Re: [announce] Sharebox, a FUSE filesystem relying on git-annex

2011-04-03 Thread Dieter Plaetinck
On Sat, 2 Apr 2011 23:19:52 -0400
Joey Hess  wrote:

> Dieter Plaetinck wrote:
> > @Joey: you mentioned you think inotify might be a better
> > backend/paradigm for this than fuse, so do you think implementing
> > git-annex in something like dvcs-autosync is feasible? and/or
> > preferable?
> 
> Feasable? Certianly. Preferable? I'm in the "let a thousand flowers
> bloom phase". It's spring. :)
> 
> As Christophe-Marie has pointed out, git-annex makes annexed files
> semi-immutable, and FUSE can hide that quirk, while inotify watching cannot.
> That could be confusing for certian users or use cases, if they are not
> aware of what is going on. Or it could be something quickly learned
> about how these special replicated directories work, that files have to
> be copied to be changed.
> 
> This is also an area I hope to improve in git-annex, by using git smudge
> filters. So it might get a mode where files can be modified and git
> commit just annexes the new content. Last time I looked at this, git was
> not *quite* there to let it be done efficiently.

I think having support for this in git-annex would be very useful, even if it's 
not that efficient: if this can be dealt with in git-annex, individual 
"higherlevel" projects like sharebox and dvcs-autosync have less headaches.  
Not to mention sharebox/dvcs-autosync would need to do really inefficient 
things to deal with it anyway. (because they can't involve themselves into the 
actual git/dvcs tricks, they work on a higher level of abstraction), and it 
might also benefit some users who work with git-annex manually.
How do you see this? How hard/cumbersome is it to implement this in git-annex?
Why is it inefficient?  It's not really clear to me after reading the smudge 
information on 
http://www.kernel.org/pub/software/scm/git/docs/gitattributes.html


> > I quite like dvcs-autosync (partially because inotify is more simple
> > than fuse, partially because it currently works already quite well) and I'm
> > interested in making it support space efficient storage of big files;
> > from what I've read it should be possible to do this with git-annex
> > (which should not even change how we currently deal with small files,
> > they would still be in git) but I'm still doing my first baby steps
> > with git-annex so I wouldn't know.

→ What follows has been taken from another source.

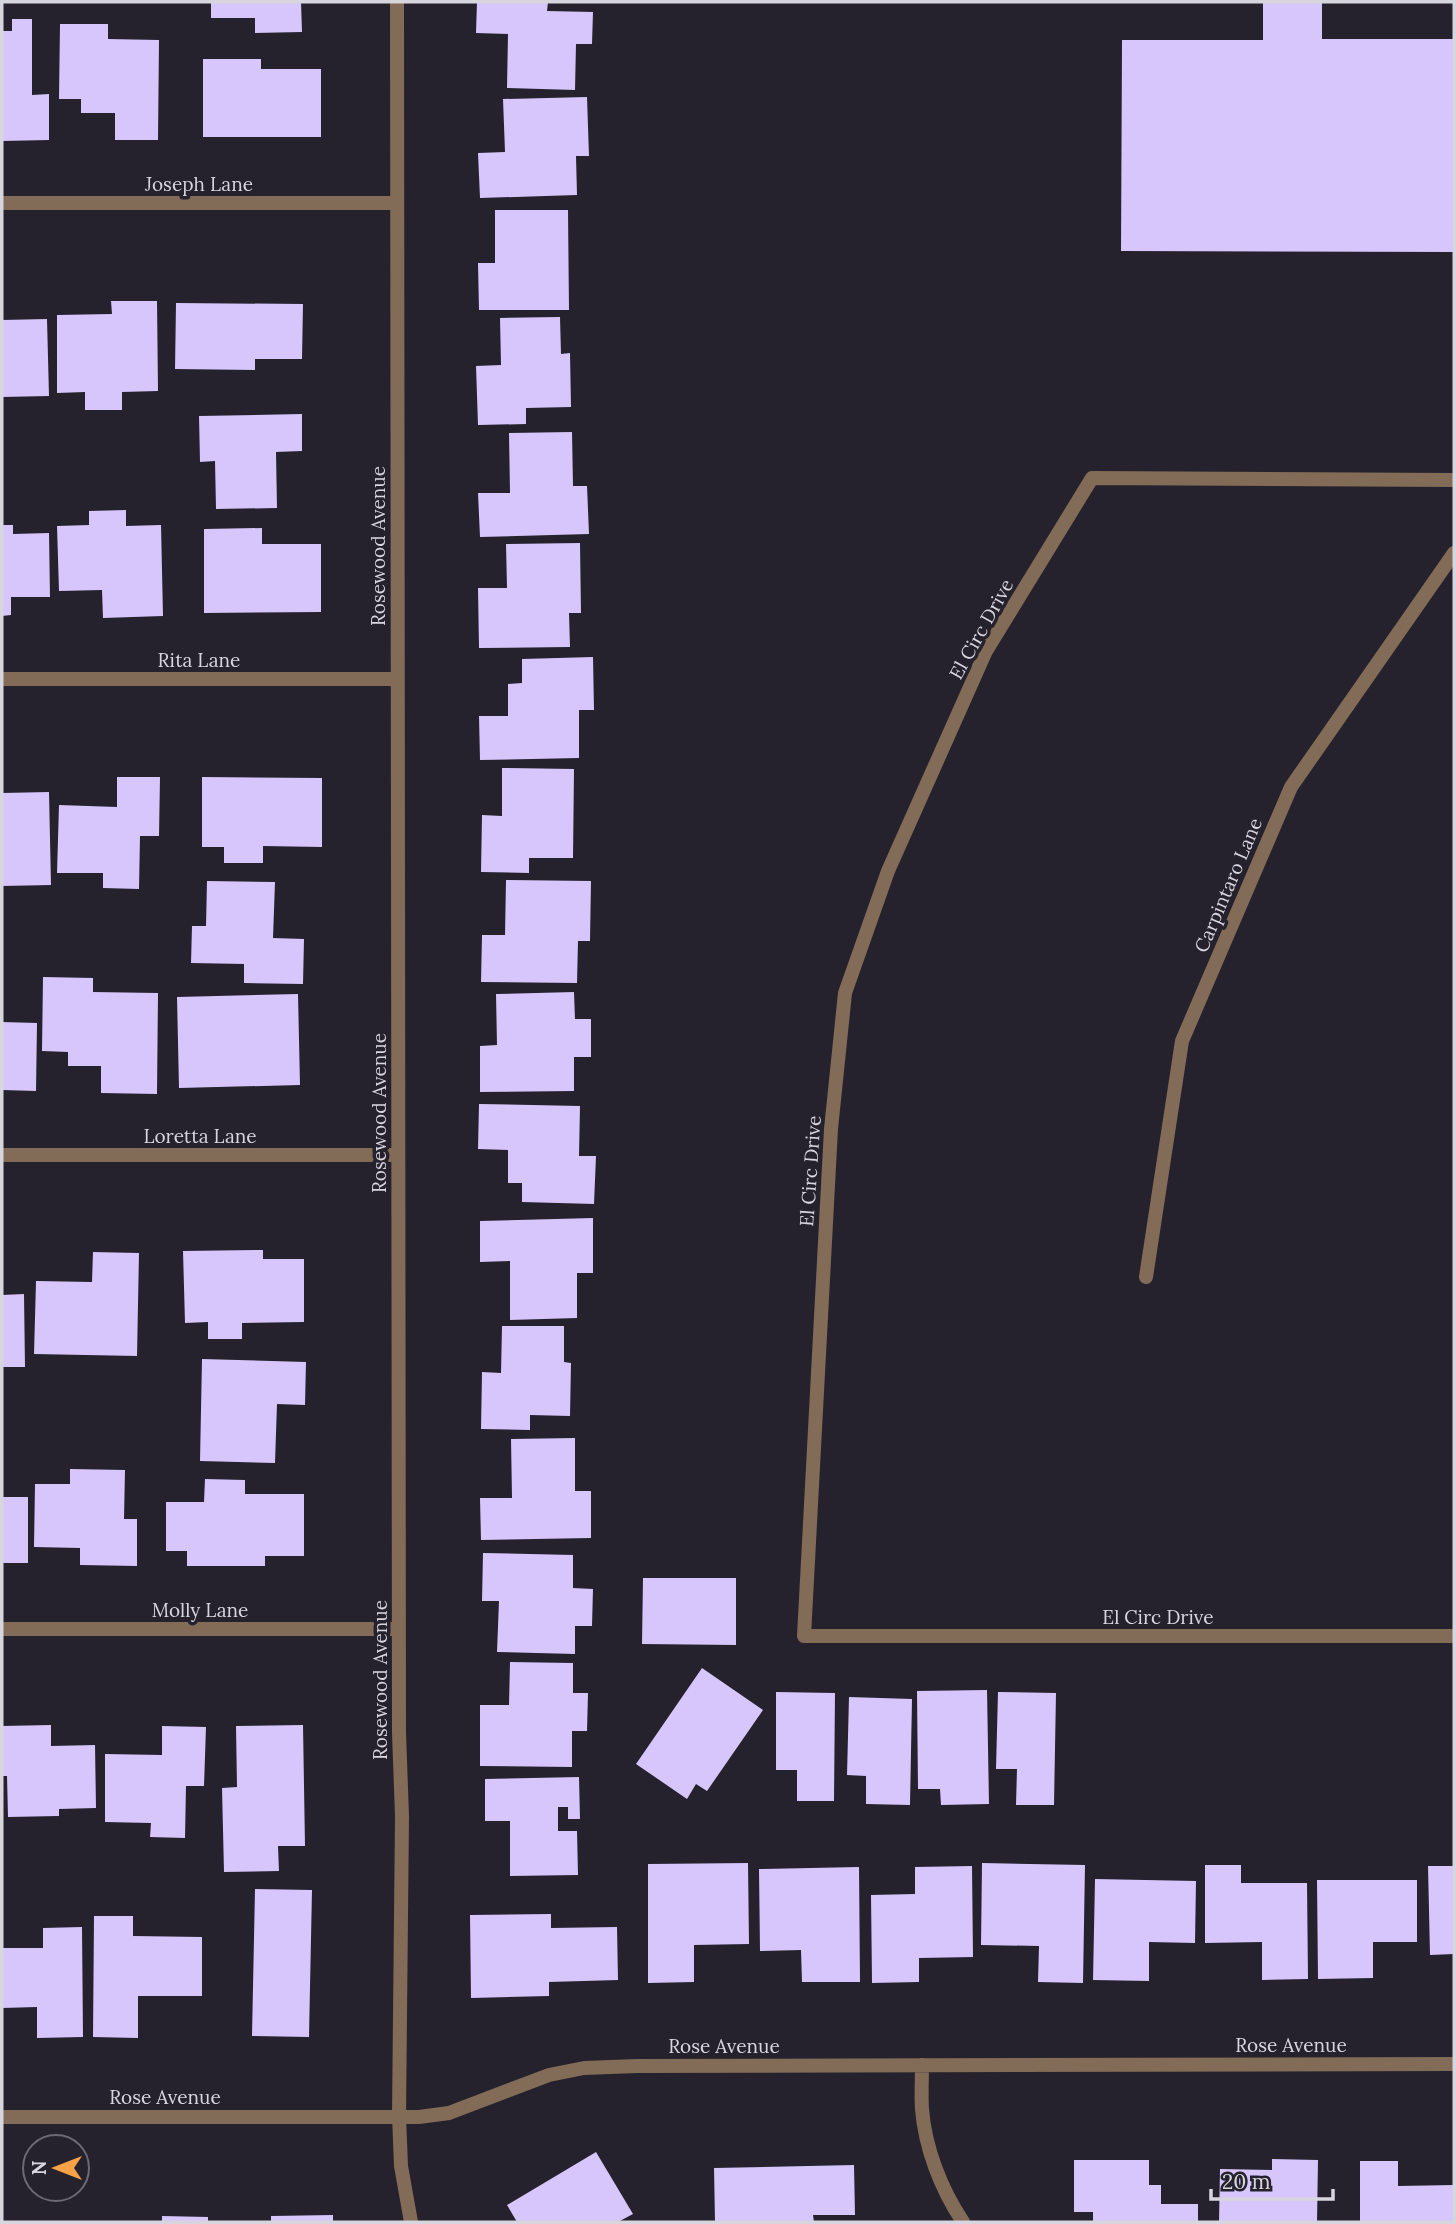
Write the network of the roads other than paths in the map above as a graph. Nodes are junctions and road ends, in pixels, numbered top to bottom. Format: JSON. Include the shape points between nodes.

Advice very welcome..
> 
> All it probably needs at is simplest is something like this
> (excuse the haskell):
> 
>   toobig <- checkFileSize file
>   if toobig
>   then git_annex_add file
>   else git_add file
>   git_commit file

unfortunately I don't think so:
- with dvcs-autosync we often commit "early", as in, the file could still be in 
the process of being written to, or it could be modified again after we added 
it.
>From what I understand, we would need to forbid our users from changing the 
>file after it is added to git-annex, and worse: if git-annex does its "move 
>file, replace file with symlink" trick, while the user is writing to it, this 
>might break things.
- when a remote A pulls in the changes from remote B, for dropbox-like behavior 
it should also automatically:
 * run `git annex get`
 * git commit .git-annex/*/*.log
Does this seem about right?
- deletes will also need to propagate automatically (see next paragraph), still 
need to figure out how to do that best.

> 
> > Another note : files being tracked with git-annex through sharebox or
> > dvcs-autosync or whatever should always have at least 1 "backup copy",
> > so that if the file gets deleted everywhere, it still can be retrieved
> > from somewhere (which raises the interesting question: where will you
> > store this backup copy? introducing a node/repository which will hold
> > backup copies can be considered going to a centralized model; which is
> > something you (Christophe-Marie) try to explicitly avoid, but I think
> > this is not necessarily a problem)
> 
> This is something git annex goes to large lengths to deal with.
> It will enforce N backup copies; it tracks which other repositories
> have which files; it can transfer wanted file contents from other
> repositories in either a decentralized or a centralized manner; the
> other repositories can be on other drives of the same computer, or
> accessible by ssh, or even, now, Amazon S3.
> 

Note that dropbox-like behavior is different from the behavior you usually 
expect from git-annex users.
* usual git-annex behavior: every remote stands on it's own, there is no forced 
"being in sync", so that deletes must happen as initiated by the user, and this 
way you can prevent them from removing files if you expect it could be the last 
instance of the file.
* dropbox-like : remote A remove a file -> *all other remotes* should remove 
the file, so that their "working copy" looks the same. BUT the file should 
still be available *somewhere* so that a restore can be initiated (preferably 
from any of these nodes)

I see two solutions here:
- centralized: have 1 (or 

Re: [announce] Sharebox, a FUSE filesystem relying on git-annex

2011-04-02 Thread Joey Hess
Dieter Plaetinck wrote:
> @Joey: you mentioned you think inotify might be a better
> backend/paradigm for this than fuse, so do you think implementing
> git-annex in something like dvcs-autosync is feasible? and/or
> preferable?

Feasable? Certianly. Preferable? I'm in the "let a thousand flowers
bloom phase". It's spring. :)

As Christophe-Marie has pointed out, git-annex makes annexed files
semi-immutable, and FUSE can hide that quirk, while inotify watching cannot.
That could be confusing for certian users or use cases, if they are not
aware of what is going on. Or it could be something quickly learned
about how these special replicated directories work, that files have to
be copied to be changed.

This is also an area I hope to improve in git-annex, by using git smudge
filters. So it might get a mode where files can be modified and git
commit just annexes the new content. Last time I looked at this, git was
not *quite* there to let it be done efficiently.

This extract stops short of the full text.